>>>>

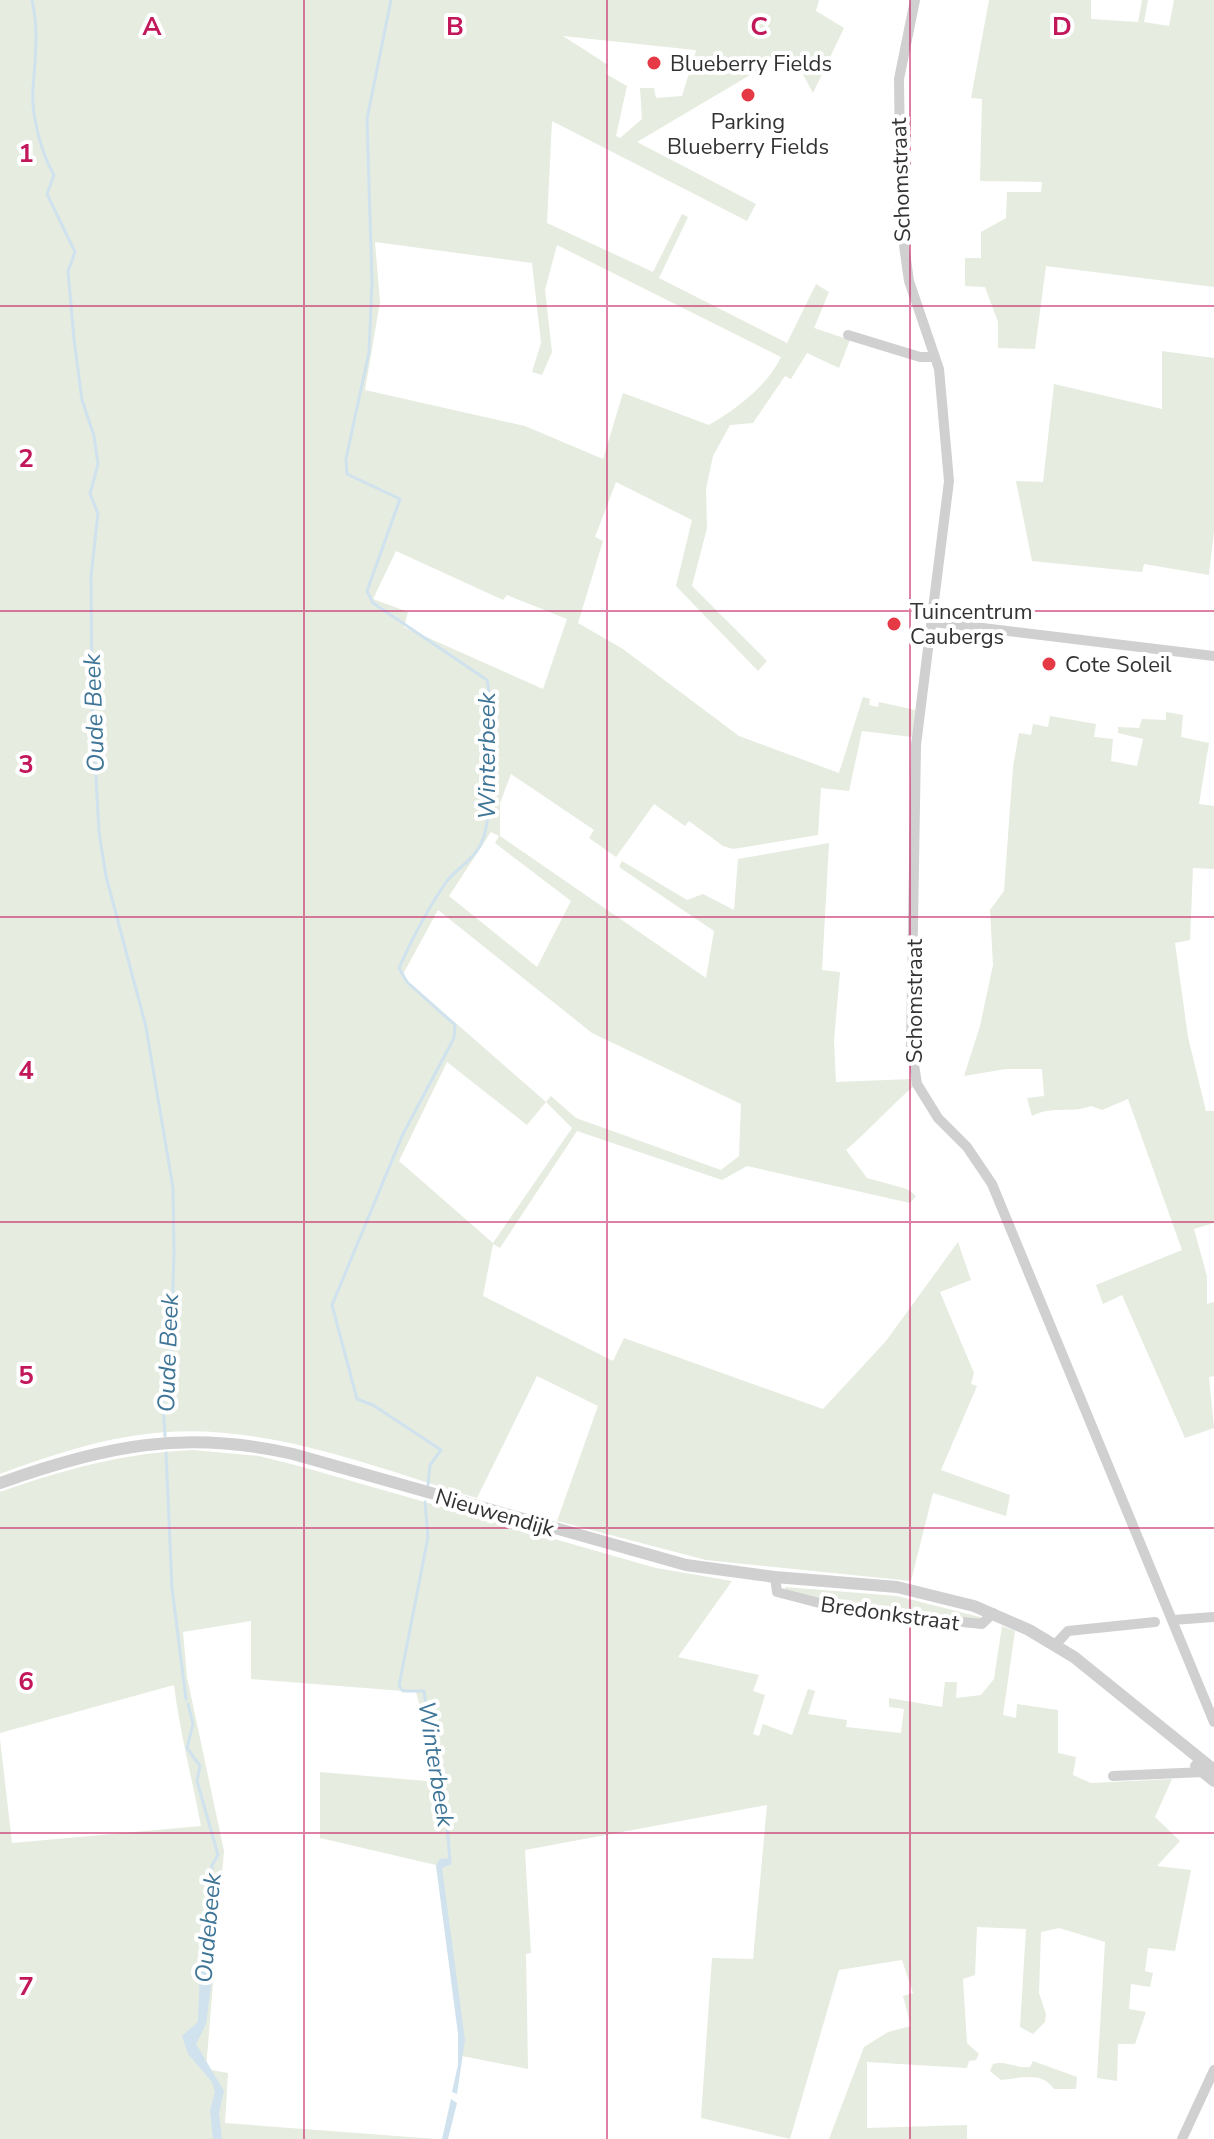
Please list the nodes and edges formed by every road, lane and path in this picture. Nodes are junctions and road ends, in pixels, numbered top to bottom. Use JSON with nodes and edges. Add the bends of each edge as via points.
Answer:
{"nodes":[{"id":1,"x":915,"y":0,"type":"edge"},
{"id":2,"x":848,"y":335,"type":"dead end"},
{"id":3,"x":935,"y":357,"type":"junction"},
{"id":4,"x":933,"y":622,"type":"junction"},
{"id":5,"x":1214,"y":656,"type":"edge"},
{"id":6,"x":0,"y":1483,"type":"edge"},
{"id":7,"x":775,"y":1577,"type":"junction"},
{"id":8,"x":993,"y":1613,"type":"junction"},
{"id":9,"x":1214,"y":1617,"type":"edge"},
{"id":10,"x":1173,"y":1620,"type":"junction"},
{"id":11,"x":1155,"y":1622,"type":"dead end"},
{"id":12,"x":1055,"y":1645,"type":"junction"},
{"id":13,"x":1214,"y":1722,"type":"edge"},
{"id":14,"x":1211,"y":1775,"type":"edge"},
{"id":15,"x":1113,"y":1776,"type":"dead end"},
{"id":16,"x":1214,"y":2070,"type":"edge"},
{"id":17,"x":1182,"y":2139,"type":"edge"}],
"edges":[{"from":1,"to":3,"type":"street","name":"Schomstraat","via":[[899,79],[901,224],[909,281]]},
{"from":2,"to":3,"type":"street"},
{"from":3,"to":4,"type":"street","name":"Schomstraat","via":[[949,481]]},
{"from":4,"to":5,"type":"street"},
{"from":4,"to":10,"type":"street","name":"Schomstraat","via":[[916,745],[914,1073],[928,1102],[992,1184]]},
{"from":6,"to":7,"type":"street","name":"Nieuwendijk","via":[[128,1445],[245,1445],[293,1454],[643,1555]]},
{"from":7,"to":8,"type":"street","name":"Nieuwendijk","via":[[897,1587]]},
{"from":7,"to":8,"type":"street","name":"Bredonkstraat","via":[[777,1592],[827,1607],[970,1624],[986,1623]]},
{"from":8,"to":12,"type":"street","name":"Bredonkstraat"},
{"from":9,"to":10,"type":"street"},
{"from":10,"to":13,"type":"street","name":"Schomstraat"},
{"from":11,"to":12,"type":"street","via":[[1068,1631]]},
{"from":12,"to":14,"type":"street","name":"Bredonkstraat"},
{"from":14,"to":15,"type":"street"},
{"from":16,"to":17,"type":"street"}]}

<<<<
>>>>

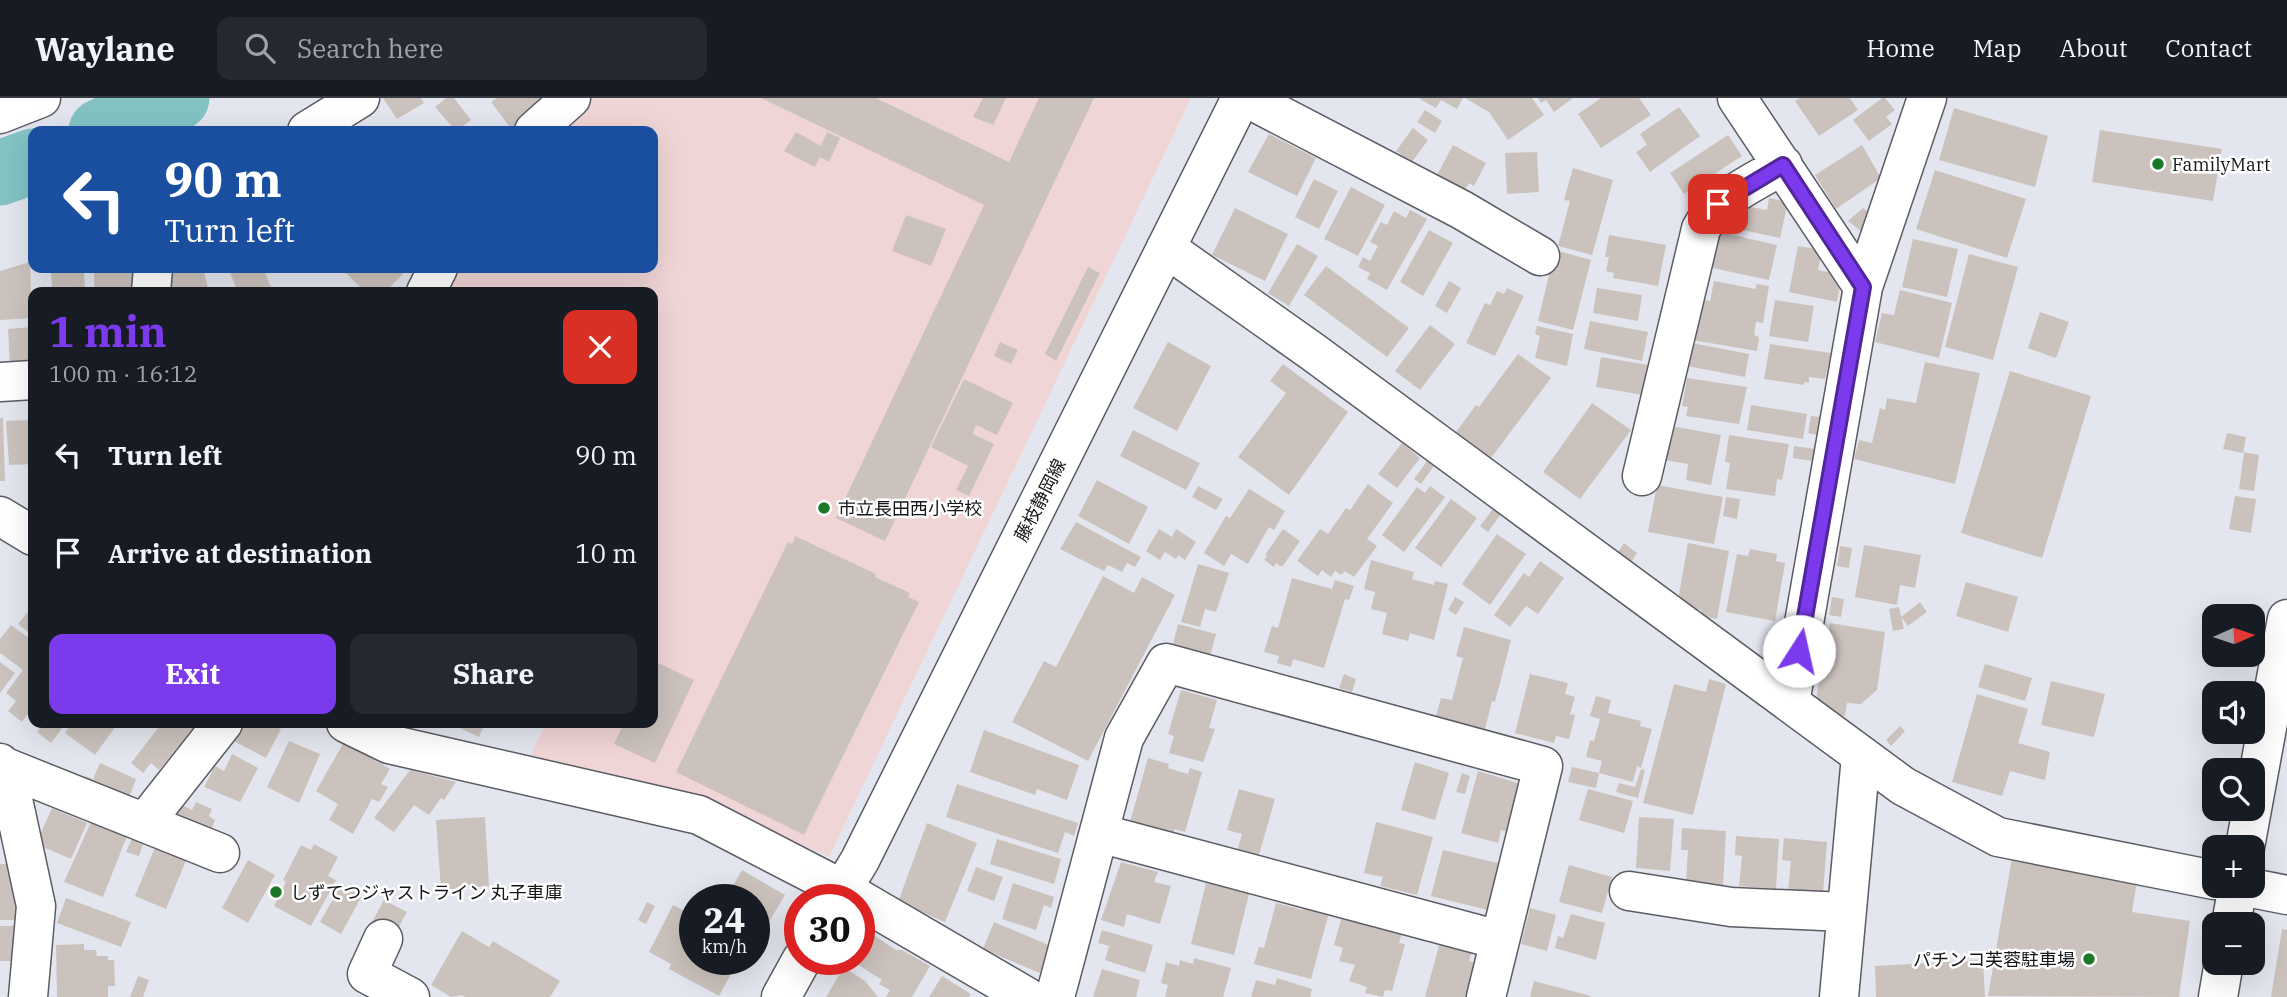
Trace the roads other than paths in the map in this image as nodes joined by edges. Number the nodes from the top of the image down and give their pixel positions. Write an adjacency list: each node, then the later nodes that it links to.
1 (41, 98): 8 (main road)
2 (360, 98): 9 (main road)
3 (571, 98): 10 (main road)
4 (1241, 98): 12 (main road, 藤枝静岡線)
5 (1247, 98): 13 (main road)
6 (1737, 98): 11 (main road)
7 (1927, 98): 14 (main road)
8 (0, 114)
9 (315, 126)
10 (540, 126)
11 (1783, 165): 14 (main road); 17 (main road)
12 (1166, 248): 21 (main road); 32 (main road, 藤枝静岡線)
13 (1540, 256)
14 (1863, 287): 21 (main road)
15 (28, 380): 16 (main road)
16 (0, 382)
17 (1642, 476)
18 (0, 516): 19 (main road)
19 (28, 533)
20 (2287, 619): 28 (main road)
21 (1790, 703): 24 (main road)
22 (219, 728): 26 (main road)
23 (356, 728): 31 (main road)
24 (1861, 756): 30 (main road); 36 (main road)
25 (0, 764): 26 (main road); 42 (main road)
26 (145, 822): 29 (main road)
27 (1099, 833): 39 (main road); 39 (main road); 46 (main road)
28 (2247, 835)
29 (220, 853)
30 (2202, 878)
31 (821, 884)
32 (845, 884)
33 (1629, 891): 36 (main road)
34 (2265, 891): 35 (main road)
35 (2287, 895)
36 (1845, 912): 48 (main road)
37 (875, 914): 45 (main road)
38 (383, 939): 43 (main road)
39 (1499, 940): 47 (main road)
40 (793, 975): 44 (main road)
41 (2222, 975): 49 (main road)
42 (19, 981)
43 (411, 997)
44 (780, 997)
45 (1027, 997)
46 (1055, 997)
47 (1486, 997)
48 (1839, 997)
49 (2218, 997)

<<<<

▶ **What to work on**
Across the entries above, how many lines include "dead"? State only that number.

▶ **Response**
3